I recently completed a self-study of the Gospel of John. I had chosen to study that particular Gospel because I felt - I KNEW - that it was about Jesus and His oneness with God. It was about the Love of God for us, His children. But even though I'd read John's Gospel before, I stopped and re-read the passage from John 13 several times. A new commandment, that we love one another as He loved us. 

When I was younger I thought love was just a feeling: something akin to the multiple crushes that I had on the girls at church and school. I thought it was romantic, and affectionate. A warmth over you like a comfy blanket on a chilly evening. 

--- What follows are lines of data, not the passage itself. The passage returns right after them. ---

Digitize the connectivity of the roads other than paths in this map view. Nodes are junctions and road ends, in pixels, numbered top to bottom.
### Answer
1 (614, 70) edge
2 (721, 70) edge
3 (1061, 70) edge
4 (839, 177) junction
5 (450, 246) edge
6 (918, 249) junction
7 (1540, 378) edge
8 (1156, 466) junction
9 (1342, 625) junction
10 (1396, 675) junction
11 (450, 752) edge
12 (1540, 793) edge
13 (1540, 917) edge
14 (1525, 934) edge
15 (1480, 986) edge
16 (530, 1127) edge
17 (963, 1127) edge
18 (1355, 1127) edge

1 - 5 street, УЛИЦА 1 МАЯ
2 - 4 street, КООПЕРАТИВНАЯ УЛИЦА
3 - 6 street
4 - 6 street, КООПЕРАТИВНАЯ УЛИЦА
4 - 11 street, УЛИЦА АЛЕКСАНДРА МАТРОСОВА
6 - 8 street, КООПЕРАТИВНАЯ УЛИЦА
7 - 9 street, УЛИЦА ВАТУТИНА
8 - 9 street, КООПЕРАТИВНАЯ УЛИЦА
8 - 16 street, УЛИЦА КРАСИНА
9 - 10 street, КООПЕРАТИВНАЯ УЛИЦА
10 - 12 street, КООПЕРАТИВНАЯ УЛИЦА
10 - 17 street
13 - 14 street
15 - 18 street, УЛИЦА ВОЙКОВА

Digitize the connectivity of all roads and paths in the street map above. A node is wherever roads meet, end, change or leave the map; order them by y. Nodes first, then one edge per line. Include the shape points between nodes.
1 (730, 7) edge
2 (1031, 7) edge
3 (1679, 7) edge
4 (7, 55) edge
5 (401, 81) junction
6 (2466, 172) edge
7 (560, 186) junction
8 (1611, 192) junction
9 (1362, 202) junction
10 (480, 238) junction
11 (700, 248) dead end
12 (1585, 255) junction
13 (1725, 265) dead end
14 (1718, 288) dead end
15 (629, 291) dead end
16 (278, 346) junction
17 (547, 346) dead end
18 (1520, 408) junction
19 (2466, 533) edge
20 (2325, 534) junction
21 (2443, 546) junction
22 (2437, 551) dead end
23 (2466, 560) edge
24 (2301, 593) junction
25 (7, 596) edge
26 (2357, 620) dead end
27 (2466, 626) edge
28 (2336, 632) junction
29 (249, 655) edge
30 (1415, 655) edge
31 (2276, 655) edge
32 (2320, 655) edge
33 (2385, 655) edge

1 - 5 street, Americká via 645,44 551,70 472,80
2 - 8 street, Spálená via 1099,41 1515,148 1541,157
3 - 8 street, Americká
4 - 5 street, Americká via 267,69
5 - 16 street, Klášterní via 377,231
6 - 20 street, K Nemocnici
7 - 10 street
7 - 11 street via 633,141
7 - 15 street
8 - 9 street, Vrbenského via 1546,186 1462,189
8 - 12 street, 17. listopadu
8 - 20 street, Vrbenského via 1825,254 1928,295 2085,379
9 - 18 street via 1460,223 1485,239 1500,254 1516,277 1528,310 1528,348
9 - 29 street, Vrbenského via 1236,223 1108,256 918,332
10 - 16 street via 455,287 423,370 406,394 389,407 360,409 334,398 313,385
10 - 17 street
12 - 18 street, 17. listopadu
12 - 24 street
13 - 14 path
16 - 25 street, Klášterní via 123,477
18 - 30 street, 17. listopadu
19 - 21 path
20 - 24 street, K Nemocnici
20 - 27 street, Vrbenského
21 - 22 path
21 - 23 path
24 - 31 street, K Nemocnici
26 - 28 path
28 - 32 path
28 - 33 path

Years ago, though, I realized that love was not a noun, but a verb. Love is an action. Love isn't how we feel for someone, but what we do for that person to show them that they and their needs are more important than ours. And while it was easy for me to identify that love was a verb - an action - it has taken time for me to even slightly understand it. And that is why John 13:34-35 has such an impact on me. 

There are other verses in John's Gospel that speak of God's love, such as the famous John 3:16. That is the example of God's love for us, in that He gave us the means to be one with Him through His Son. But the love that we are to live here on earth, the Love given to us by the Holy Spirit, is the love that Jesus speaks of in chapter 13: we are to love one another. And that is the love that I acknowledge today as my family and I light the Fourth Candle. 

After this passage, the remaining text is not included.